Contexto Institucional e Procedimentos de Apuração
O s agentes Deuzirene Cardoso Melo, Petronius de Jesus Farias da Cruz, Almir dos Santos da Silva, Luna Neruda Antunes Fonseca e Ellen Monteiro Barros respondem por suposto exercício simultâneo de funções públicas e atividades advocatícias, configurando potencial violação ao princípio da impessoalidade e à Lei nº 8.429/1992.
A investigação, coordenada pela Procuradoria-Geral de Justiça e amparada por laudos técnicos da Controladoria-Geral da União, se insere em um quadro mais amplo de fiscalização da atuação administrativa no Estado, com especial atenção às relações entre cargos efetivos e ejercicio paralelo de profissões regulamentadas.
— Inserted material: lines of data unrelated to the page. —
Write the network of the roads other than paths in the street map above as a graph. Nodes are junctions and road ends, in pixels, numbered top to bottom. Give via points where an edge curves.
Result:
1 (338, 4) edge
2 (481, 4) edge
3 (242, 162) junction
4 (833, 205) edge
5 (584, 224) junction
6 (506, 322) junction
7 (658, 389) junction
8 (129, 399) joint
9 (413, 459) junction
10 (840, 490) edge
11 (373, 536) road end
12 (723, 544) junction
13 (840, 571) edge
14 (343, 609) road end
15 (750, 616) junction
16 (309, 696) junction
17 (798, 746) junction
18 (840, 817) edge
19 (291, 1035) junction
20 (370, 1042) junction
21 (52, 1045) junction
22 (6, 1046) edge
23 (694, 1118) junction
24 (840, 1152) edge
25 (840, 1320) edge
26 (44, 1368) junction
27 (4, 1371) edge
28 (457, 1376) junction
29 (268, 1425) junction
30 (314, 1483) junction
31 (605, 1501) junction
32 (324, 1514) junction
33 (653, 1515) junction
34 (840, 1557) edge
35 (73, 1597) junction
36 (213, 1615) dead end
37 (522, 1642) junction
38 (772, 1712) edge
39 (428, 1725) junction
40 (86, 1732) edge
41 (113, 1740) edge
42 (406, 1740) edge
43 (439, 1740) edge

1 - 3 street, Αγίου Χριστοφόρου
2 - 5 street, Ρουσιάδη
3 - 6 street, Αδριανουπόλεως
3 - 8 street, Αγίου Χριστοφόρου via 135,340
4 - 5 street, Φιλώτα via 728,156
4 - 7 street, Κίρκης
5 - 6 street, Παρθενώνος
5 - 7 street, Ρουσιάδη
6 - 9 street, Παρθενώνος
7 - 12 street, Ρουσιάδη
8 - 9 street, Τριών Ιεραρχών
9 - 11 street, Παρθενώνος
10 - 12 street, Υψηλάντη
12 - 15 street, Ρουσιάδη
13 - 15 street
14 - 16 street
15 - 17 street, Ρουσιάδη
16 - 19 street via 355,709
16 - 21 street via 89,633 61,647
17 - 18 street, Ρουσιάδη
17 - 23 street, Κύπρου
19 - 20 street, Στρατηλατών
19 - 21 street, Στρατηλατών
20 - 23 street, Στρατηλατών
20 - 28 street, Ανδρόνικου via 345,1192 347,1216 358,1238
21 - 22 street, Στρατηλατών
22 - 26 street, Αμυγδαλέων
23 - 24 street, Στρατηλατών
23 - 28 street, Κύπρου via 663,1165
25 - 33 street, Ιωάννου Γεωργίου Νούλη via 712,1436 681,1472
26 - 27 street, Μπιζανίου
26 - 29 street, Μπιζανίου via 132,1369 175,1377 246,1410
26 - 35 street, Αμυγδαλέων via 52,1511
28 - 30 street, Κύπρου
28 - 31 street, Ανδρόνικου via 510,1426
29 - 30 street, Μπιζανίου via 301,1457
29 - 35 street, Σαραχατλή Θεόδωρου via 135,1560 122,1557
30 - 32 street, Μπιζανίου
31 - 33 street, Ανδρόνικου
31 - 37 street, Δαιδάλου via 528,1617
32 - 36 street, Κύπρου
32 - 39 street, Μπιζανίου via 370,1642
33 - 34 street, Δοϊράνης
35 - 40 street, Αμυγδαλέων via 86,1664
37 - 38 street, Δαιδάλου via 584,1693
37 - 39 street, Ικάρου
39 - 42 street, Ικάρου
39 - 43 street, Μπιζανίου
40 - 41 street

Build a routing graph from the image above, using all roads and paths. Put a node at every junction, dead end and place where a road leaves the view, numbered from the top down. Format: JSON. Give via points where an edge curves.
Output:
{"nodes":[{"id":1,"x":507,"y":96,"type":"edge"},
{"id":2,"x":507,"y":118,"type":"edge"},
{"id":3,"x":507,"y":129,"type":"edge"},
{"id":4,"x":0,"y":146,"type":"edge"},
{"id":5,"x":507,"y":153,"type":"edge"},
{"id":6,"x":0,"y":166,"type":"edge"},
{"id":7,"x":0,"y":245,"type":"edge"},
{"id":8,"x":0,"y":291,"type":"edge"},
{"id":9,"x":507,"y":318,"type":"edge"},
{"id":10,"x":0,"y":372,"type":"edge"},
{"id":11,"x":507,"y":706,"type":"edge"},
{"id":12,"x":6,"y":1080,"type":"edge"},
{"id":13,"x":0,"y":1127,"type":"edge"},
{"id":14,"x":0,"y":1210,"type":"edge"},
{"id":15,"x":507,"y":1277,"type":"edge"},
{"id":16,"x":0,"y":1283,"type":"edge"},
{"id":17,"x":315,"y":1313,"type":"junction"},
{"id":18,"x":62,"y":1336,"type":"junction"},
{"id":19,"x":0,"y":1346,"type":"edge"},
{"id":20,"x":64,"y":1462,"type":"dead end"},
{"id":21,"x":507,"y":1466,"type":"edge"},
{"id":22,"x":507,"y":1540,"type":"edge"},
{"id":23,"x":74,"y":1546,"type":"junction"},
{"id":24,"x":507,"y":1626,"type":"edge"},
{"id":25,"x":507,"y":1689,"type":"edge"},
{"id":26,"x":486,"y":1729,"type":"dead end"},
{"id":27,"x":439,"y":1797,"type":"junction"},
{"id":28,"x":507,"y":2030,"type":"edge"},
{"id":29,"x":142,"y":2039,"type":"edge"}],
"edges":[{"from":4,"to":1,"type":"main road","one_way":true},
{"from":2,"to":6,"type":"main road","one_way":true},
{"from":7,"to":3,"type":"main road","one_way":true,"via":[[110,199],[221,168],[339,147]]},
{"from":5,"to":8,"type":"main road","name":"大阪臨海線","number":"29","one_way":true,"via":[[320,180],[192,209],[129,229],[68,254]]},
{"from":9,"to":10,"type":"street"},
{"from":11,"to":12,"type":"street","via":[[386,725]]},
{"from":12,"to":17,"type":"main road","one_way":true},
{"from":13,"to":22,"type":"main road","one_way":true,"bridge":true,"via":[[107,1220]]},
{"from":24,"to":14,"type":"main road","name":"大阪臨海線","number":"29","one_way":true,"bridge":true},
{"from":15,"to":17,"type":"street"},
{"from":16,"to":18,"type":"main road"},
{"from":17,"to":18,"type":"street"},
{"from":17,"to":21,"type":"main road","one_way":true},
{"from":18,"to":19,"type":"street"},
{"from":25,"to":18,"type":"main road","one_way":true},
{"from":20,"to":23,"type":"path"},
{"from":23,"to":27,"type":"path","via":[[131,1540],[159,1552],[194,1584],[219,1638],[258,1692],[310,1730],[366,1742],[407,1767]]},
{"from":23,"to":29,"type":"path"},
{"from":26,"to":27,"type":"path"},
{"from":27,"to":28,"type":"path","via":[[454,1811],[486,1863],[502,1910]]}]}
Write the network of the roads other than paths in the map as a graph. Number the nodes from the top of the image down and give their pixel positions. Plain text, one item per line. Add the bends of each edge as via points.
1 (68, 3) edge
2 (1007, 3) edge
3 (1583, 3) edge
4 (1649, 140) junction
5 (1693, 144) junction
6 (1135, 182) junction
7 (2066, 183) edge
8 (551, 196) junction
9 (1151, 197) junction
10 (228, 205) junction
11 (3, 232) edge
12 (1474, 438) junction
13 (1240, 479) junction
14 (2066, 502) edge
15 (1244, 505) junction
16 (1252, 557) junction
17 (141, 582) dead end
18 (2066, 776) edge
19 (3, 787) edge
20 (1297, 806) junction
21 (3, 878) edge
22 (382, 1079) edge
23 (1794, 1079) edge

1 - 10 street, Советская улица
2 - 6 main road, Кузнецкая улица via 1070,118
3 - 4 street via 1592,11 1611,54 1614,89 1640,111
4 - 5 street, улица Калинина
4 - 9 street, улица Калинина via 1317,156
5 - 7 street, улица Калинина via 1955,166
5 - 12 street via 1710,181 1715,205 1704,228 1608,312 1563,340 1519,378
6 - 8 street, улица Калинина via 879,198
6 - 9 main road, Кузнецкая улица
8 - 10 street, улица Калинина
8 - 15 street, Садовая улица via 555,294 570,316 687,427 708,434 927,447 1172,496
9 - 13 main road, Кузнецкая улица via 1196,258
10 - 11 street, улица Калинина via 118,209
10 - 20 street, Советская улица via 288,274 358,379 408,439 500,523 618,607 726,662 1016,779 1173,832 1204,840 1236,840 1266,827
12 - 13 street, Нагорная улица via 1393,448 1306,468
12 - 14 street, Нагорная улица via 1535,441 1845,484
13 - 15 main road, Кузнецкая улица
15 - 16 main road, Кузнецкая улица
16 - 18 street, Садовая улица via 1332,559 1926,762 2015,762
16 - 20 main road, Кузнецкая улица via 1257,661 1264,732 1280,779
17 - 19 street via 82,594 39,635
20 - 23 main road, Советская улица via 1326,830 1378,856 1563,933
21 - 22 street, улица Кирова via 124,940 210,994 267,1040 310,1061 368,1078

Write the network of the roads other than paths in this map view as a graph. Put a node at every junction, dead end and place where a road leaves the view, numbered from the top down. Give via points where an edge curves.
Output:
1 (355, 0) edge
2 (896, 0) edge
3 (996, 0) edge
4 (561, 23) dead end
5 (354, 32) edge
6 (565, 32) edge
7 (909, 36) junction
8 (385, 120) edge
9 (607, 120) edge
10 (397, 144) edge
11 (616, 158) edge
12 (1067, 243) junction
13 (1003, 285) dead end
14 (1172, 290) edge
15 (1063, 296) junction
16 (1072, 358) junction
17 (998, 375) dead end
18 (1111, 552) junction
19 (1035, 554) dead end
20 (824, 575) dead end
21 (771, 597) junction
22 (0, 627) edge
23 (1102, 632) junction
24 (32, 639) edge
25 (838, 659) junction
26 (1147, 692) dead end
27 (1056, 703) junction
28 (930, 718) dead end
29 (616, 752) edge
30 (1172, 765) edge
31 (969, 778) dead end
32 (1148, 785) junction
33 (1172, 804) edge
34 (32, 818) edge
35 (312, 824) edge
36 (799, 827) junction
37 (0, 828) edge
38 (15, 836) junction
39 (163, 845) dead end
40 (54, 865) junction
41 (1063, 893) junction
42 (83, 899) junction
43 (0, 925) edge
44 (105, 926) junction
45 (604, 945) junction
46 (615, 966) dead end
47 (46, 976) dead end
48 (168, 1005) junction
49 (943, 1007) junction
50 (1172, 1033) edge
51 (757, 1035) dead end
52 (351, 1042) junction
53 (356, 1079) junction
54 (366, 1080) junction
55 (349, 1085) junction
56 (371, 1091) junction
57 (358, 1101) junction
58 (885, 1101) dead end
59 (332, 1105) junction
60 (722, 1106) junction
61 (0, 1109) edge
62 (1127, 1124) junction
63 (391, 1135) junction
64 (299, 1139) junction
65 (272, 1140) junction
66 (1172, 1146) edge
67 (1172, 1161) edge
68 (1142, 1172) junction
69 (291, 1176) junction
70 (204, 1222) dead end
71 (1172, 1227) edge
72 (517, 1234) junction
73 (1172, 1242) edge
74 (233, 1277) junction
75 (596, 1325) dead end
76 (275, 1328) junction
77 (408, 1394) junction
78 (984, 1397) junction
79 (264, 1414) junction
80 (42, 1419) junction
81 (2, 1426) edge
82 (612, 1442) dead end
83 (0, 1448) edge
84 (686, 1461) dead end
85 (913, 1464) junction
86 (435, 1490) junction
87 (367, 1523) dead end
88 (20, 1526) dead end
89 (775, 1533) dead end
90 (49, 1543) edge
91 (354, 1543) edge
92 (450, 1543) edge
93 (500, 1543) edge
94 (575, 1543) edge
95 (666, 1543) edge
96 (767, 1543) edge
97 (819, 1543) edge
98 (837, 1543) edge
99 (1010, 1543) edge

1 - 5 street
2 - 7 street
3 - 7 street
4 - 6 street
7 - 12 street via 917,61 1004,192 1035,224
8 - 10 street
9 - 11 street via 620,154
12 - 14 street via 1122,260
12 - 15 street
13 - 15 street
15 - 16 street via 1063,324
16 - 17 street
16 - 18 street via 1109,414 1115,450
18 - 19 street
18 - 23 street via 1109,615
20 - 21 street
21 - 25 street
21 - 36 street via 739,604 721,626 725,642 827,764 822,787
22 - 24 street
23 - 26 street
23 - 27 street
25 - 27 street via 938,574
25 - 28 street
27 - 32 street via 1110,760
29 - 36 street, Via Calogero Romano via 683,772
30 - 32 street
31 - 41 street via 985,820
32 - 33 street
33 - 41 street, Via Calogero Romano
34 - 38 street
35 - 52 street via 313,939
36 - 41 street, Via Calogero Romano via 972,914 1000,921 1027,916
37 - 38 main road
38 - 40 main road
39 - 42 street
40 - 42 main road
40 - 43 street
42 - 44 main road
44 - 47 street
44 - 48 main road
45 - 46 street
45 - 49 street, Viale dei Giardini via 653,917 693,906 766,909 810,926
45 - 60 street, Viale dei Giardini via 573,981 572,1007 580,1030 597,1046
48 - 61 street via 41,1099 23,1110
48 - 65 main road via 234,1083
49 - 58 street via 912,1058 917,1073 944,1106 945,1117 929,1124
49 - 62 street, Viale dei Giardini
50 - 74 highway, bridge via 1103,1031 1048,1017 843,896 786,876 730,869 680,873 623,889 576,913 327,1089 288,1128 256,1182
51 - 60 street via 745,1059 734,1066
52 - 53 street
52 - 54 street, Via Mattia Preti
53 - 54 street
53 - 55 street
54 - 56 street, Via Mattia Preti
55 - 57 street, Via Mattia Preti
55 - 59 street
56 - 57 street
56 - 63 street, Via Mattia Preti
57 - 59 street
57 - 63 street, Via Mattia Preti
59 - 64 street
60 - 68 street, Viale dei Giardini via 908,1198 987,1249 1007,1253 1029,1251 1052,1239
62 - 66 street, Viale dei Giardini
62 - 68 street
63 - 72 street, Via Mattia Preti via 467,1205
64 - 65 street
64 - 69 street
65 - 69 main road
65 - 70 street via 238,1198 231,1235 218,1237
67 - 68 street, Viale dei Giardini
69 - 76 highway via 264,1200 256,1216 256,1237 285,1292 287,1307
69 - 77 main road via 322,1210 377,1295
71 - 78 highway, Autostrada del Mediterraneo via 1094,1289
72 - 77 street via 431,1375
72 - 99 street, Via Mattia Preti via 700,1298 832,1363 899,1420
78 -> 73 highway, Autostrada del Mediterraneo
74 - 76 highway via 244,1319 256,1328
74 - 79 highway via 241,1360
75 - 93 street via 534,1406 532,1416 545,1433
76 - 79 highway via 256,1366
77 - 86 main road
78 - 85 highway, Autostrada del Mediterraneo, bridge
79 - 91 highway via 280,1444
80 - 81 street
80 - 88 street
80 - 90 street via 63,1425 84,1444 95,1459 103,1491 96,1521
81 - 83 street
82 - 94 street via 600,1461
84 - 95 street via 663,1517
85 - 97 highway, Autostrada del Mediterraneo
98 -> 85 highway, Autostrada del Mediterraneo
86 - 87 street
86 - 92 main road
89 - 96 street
O inquérito concentra-se em cinco agentes públicos acusados de manter dupla atuação ilegal na área tributária e jurídica estadual.
Repercussão Jurídica e Desdobramentos Regulatórios
O Ministério Público do Estado já notificou a Corregedoria-Geral da Secretaria de Estado de Segurança Pública para apurar eventuais falhas na supervisão funcional, enquanto a O AB/PA reafirma que a incompatibilidade é absolute e prevê sanções disciplinares graves, incluindo suspensão ou expulsão do plenário.
Especialistas em direito administrativo apontam que a decisão do Conselho pode consolidar precedente para futuras investigações em outras unidades federativas, reforçando mecanismos de controle interno nas agências públicas.